There are multiple ticket options, a single use ticket from the airport to the center is currently 2.8zl (less than $1US), there are also timed tickets so you can connect and multiple day passes. You can purchase a ticket at the Relay shop in the airport, the signs are bright red and hard to miss.
No additional charge to bring luggage on board, make sure to validate your ticket once you get on the bus, there are machines on the posts throughout the bus.
The quickest and easiest way to the airport is the 175 bus. It leaves from outside Warszawa Centralna, but on the opposite side to the large bus terminal. Tickets are 2.40PLN right now i think. It drops you right outside the airport.
This is a recent development for Warsaw transport and applies to both buses and trams. Passengers now open the doors from both the inside and the outside themselves, pressing a button on the right hand side of the door. We have not got used to that yet and you can see people waiting impatiently for the driver to do it - in vain.
Only last week a friend of mine was talking to me on her mobile and I suddenly heard her whimpering 'I can't get out, what's going on?'. I didn't know where she was and was afraid she might be stuck in a lift somewhere. As it turned out, she was on a tram and, a visitor to Poland after a long absence (she lives in the US), she didn't know she was expected to open the door herself. She should have read my Warsaw tips, hehe.
The purpose of this is to keep the cold off in winter but it applies to the summer months as well.

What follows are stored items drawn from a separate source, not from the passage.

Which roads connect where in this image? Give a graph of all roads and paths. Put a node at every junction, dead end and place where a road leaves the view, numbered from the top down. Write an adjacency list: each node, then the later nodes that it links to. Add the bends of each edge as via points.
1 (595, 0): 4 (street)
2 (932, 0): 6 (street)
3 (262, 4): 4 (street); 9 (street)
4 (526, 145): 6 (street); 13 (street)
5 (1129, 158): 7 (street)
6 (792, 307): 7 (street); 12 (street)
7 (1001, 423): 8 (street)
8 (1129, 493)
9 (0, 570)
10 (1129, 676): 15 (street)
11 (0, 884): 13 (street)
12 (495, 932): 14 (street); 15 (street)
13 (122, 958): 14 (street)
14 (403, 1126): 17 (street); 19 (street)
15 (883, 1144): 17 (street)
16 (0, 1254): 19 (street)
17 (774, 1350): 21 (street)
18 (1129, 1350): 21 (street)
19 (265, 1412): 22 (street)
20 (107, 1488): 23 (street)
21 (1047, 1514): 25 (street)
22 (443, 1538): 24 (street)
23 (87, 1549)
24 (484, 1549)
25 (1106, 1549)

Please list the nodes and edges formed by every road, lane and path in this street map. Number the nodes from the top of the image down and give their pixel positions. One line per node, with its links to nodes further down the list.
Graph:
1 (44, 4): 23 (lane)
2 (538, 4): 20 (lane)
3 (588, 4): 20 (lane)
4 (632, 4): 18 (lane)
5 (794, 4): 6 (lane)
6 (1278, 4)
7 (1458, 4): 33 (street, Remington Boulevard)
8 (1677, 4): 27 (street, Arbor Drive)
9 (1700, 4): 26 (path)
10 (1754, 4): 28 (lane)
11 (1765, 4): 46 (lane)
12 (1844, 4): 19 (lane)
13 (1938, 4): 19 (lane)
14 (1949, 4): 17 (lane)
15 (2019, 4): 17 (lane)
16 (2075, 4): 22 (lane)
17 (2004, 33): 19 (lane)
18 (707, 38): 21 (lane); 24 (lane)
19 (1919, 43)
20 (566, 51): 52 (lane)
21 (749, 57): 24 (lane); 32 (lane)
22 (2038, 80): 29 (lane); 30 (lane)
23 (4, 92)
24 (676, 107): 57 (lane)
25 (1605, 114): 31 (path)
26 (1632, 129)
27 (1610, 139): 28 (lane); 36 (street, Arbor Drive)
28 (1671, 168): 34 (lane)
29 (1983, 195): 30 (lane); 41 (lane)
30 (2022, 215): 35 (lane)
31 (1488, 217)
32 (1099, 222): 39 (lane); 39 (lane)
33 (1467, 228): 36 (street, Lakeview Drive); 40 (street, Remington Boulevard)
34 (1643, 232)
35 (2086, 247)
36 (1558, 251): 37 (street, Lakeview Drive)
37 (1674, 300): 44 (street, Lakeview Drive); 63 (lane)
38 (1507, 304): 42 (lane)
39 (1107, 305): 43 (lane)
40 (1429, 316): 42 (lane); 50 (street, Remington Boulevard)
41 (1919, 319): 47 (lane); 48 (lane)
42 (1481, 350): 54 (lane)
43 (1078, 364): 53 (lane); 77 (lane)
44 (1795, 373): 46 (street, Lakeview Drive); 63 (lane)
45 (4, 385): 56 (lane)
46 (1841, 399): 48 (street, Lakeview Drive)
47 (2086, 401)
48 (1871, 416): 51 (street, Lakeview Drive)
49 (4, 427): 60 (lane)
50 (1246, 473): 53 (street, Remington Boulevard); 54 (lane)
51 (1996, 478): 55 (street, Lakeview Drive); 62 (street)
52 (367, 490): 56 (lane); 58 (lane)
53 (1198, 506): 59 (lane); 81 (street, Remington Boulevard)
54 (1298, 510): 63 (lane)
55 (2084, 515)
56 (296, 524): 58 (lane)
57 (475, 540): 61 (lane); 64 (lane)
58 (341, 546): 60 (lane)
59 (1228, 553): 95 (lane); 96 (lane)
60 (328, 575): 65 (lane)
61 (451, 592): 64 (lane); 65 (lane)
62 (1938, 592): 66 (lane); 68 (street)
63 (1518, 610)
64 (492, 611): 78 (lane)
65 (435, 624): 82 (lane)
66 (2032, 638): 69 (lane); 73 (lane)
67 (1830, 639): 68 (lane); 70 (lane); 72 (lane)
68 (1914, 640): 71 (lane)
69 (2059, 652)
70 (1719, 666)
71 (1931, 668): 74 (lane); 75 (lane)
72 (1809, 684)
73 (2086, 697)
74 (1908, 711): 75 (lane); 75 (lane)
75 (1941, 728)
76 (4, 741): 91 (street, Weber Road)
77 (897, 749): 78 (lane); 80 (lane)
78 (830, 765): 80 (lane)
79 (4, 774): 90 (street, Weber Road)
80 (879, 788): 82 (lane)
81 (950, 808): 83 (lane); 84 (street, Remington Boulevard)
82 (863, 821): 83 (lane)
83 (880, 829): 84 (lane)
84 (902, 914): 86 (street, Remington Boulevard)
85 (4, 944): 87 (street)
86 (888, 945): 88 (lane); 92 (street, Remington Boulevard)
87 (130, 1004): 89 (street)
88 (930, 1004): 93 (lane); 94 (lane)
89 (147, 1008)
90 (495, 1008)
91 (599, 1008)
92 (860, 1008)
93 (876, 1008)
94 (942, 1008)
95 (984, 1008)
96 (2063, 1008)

The Warsaw public transport system is pretty good, and (compared to the prices I am used to) very cheap. A dayticket (available at the green newspaper shops) will cost you less than 8 Zloty (less than three €) ! The "touristic" bus lines 180 (yearround) and 100 cover most of the sights of Warsaw or at least get you pretty near to them. Line 180 starts to the south (Palace Wilanow) and ends in the north at the historic cemeteries of Warsaw. With a dayticket or a multi-day-pass, you get a lot of ground covered. The only major sight that is not exactly near the line 180 is the Uprising Museum - but the trams 1 and 22 drive past the museum.